ASSIGNMENT >> Copy out each line of the data below in which the string "Harihar" appears.

DATA UNDER STUDY >>
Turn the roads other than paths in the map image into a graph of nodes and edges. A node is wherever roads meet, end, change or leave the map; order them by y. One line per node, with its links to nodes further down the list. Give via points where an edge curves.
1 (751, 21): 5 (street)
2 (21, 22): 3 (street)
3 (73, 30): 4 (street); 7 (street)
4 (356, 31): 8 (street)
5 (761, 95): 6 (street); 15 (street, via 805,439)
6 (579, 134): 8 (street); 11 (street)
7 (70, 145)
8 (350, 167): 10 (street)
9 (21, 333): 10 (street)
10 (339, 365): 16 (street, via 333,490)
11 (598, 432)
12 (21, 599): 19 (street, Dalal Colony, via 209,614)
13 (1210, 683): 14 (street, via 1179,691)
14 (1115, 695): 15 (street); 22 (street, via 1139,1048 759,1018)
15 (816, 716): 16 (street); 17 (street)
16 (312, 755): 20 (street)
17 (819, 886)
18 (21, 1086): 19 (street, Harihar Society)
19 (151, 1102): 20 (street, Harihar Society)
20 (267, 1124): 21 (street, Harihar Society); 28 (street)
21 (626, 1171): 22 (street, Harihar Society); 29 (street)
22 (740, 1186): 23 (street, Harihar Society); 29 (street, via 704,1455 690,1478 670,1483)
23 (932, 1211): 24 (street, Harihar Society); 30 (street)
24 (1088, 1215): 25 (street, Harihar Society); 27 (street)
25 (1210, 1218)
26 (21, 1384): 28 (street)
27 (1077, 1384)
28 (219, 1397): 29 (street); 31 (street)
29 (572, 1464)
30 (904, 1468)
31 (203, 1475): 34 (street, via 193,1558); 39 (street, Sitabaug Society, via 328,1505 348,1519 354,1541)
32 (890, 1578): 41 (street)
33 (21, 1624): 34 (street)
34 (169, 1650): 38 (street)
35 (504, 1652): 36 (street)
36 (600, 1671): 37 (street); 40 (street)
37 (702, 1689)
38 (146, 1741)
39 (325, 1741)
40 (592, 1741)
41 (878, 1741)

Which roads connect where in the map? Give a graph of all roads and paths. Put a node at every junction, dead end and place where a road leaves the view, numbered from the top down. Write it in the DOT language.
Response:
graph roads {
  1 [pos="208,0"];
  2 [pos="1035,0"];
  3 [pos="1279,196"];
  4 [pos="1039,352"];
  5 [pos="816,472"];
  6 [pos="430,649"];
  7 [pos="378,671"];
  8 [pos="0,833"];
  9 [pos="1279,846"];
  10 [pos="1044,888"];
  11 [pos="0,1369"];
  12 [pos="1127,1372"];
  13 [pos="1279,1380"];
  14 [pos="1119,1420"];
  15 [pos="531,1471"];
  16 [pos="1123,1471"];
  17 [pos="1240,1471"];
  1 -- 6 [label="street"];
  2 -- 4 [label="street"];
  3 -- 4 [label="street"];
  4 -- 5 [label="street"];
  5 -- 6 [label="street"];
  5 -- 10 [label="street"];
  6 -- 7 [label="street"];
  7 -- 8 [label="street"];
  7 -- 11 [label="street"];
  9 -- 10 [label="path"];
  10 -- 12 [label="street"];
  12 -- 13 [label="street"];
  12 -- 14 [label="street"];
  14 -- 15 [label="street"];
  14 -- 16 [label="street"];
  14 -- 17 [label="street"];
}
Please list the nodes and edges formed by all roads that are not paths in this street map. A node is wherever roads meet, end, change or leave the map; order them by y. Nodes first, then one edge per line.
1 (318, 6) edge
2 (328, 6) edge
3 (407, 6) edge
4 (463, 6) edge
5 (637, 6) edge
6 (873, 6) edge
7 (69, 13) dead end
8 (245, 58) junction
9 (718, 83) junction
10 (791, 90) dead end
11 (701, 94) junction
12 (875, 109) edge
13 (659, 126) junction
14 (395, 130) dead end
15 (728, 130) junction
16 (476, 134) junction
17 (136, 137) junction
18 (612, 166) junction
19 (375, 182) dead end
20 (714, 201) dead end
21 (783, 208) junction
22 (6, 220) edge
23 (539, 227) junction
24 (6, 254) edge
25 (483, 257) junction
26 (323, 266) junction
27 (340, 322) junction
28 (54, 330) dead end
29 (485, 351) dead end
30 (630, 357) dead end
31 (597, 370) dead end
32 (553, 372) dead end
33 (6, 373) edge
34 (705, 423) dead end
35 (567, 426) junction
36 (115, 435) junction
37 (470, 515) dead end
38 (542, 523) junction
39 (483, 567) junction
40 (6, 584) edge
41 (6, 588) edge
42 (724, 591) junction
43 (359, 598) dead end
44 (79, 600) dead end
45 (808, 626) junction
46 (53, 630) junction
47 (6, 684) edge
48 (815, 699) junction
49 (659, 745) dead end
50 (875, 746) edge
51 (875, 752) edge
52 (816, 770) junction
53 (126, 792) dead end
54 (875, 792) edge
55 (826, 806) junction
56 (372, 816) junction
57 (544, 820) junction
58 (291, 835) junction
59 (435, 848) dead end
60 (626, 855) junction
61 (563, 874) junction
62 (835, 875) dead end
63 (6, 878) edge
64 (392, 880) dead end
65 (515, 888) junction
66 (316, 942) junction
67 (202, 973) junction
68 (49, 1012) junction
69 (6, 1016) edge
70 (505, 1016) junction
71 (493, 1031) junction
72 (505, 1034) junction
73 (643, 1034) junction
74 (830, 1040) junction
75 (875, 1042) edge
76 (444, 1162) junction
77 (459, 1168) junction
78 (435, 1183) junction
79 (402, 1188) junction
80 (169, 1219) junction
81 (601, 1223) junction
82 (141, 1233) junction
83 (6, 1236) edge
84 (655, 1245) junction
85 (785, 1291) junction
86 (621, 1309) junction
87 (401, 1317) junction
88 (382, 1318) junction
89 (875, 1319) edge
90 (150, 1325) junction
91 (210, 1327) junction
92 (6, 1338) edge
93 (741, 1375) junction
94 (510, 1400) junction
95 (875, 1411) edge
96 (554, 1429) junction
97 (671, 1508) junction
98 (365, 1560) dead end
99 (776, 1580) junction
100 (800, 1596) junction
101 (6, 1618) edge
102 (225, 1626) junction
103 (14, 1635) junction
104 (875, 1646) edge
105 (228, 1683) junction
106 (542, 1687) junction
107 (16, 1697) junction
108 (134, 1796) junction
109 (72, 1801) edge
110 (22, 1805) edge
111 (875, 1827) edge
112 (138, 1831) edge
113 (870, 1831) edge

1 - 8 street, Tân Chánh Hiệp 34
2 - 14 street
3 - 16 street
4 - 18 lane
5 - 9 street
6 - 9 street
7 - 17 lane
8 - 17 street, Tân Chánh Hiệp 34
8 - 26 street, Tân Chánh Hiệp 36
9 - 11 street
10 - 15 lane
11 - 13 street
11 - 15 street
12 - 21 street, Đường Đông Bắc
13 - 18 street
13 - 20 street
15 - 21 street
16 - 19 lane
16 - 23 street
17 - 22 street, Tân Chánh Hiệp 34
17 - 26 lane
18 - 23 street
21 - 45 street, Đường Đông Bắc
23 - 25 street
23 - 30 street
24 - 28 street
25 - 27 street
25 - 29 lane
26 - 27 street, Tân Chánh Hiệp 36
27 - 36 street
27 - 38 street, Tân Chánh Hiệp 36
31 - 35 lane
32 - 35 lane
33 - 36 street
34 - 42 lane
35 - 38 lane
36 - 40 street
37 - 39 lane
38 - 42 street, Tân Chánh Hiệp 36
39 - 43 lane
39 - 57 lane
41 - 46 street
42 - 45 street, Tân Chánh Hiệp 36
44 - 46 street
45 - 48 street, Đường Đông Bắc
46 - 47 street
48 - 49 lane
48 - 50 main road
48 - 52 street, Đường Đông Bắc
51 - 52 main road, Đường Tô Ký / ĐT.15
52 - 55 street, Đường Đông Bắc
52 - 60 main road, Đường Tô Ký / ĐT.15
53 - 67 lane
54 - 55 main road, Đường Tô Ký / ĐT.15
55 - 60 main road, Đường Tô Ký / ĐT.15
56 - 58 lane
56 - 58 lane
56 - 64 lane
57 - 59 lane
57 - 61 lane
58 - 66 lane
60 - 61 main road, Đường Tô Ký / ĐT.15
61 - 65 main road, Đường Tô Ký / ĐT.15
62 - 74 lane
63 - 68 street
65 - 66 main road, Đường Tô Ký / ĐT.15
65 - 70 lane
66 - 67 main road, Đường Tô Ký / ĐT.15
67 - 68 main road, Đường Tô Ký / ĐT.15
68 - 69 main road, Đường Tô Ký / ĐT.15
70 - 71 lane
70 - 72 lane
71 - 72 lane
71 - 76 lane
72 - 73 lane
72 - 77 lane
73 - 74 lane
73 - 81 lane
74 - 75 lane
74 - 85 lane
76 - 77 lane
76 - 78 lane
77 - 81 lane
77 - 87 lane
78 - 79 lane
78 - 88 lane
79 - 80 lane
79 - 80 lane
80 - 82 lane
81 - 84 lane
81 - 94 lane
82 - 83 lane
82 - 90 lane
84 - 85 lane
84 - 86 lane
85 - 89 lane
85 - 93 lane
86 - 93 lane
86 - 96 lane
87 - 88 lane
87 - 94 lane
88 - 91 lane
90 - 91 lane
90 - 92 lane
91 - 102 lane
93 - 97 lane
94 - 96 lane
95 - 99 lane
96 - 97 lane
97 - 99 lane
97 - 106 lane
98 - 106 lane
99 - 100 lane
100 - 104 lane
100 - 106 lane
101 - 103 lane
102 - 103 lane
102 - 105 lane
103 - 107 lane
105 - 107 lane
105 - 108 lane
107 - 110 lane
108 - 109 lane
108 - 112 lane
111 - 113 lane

SOLVED EXERCISE >>
18 (21, 1086): 19 (street, Harihar Society)
19 (151, 1102): 20 (street, Harihar Society)
20 (267, 1124): 21 (street, Harihar Society); 28 (street)
21 (626, 1171): 22 (street, Harihar Society); 29 (street)
22 (740, 1186): 23 (street, Harihar Society); 29 (street, via 704,1455 690,1478 670,1483)
23 (932, 1211): 24 (street, Harihar Society); 30 (street)
24 (1088, 1215): 25 (street, Harihar Society); 27 (street)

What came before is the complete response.